» **Problem**: Show each line in the listing below that contains the word "image".

» **Extracted data**:
=====

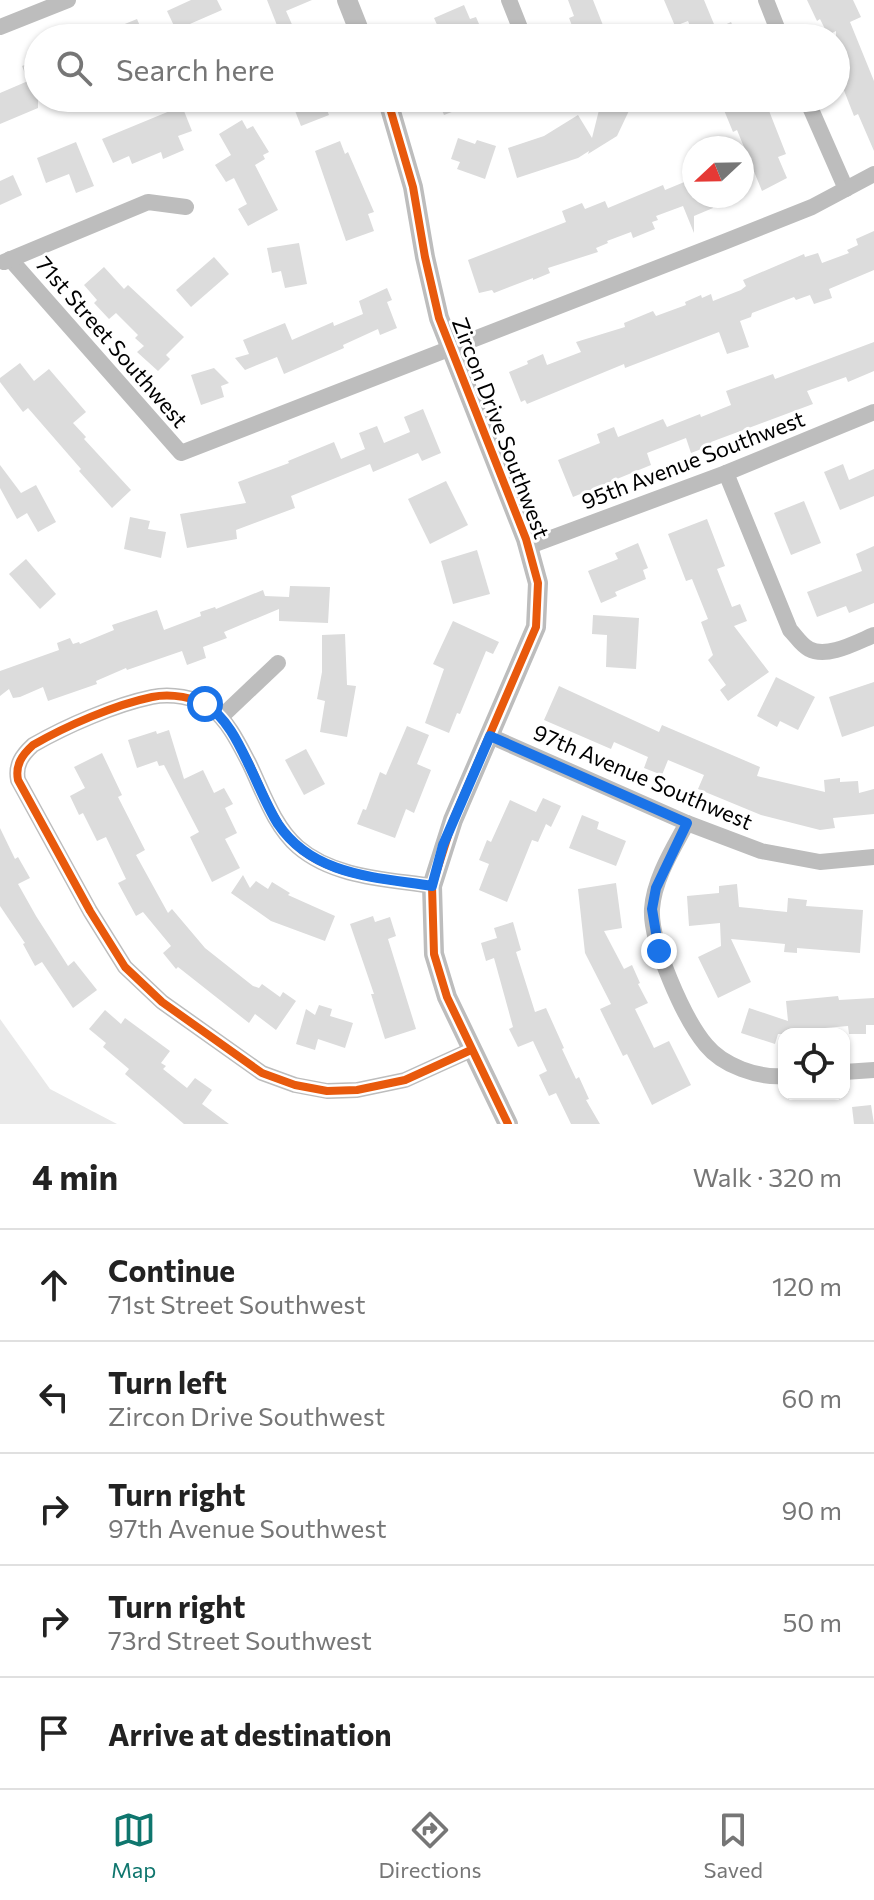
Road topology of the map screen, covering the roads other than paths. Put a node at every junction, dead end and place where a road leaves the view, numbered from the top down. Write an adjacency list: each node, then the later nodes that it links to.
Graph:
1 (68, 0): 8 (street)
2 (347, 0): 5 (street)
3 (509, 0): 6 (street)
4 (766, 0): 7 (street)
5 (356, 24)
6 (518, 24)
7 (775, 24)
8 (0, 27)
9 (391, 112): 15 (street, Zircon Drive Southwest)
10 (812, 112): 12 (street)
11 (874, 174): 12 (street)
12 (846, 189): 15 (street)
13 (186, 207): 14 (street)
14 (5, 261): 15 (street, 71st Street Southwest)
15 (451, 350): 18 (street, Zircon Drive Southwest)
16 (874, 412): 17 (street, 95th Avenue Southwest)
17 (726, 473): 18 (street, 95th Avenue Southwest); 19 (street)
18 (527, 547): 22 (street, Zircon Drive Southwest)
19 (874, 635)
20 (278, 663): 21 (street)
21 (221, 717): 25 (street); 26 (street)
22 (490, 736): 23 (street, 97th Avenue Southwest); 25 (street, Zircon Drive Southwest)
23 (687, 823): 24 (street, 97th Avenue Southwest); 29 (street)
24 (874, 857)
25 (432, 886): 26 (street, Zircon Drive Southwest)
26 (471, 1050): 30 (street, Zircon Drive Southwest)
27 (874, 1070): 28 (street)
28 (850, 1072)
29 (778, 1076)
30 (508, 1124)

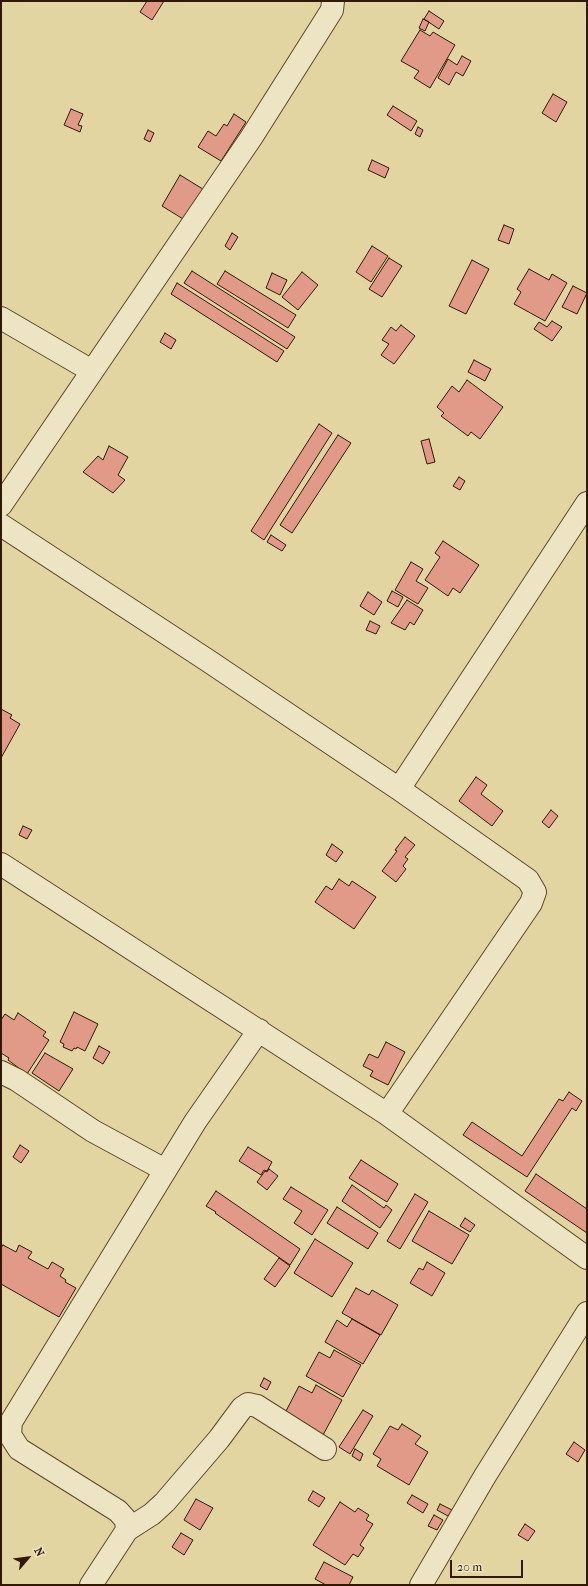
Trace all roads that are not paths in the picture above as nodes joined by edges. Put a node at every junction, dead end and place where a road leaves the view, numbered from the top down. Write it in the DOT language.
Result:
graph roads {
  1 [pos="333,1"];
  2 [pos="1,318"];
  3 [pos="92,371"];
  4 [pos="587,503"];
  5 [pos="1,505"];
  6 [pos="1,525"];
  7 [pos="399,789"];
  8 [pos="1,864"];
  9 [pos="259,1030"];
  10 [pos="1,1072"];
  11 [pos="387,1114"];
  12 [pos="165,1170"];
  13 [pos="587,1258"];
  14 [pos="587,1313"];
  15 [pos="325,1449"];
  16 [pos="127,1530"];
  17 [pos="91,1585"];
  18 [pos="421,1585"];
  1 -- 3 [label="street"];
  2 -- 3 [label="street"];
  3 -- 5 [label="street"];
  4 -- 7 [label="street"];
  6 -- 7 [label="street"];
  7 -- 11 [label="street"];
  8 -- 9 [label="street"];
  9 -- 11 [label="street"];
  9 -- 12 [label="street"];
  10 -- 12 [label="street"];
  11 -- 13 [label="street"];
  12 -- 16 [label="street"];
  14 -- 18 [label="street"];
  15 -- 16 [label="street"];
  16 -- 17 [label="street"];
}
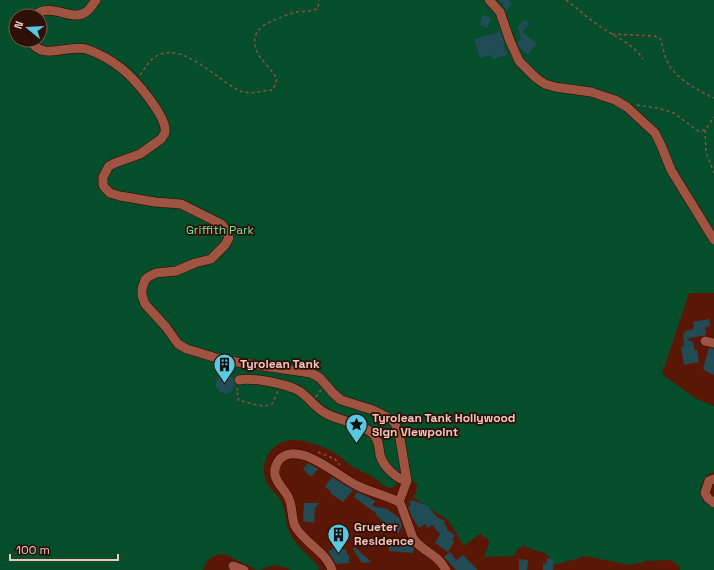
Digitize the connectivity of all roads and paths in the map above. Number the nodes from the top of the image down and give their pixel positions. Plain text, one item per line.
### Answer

=====

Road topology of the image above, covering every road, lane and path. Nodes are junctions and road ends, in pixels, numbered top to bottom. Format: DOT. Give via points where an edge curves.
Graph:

=====

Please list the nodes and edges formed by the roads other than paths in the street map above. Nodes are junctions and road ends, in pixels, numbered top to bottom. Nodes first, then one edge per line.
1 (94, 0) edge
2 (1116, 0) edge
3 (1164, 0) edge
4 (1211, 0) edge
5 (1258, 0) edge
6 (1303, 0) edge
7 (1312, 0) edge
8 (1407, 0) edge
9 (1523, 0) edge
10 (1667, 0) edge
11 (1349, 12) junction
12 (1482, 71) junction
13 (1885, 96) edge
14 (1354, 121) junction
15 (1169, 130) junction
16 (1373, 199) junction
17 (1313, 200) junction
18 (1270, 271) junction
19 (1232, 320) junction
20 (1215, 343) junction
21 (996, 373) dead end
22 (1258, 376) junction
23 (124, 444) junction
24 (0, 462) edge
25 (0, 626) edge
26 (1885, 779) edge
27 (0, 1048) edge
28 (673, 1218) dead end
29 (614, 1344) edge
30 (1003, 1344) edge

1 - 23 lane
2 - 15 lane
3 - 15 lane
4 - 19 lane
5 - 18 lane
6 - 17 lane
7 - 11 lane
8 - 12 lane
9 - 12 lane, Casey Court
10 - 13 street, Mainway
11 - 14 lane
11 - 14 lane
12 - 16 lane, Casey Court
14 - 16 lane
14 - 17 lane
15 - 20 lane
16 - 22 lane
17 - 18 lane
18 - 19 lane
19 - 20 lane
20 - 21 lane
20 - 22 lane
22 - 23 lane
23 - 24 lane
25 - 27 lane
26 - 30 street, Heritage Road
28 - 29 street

=====

» **Reply to the exercise**:
Digitize the connectivity of all roads and paths in the map above. Number the nodes from the top of the image down and give their pixel positions. Plain text, one item per line.
Road topology of the image above, covering every road, lane and path. Nodes are junctions and road ends, in pixels, numbered top to bottom. Format: DOT. Give via points where an edge curves.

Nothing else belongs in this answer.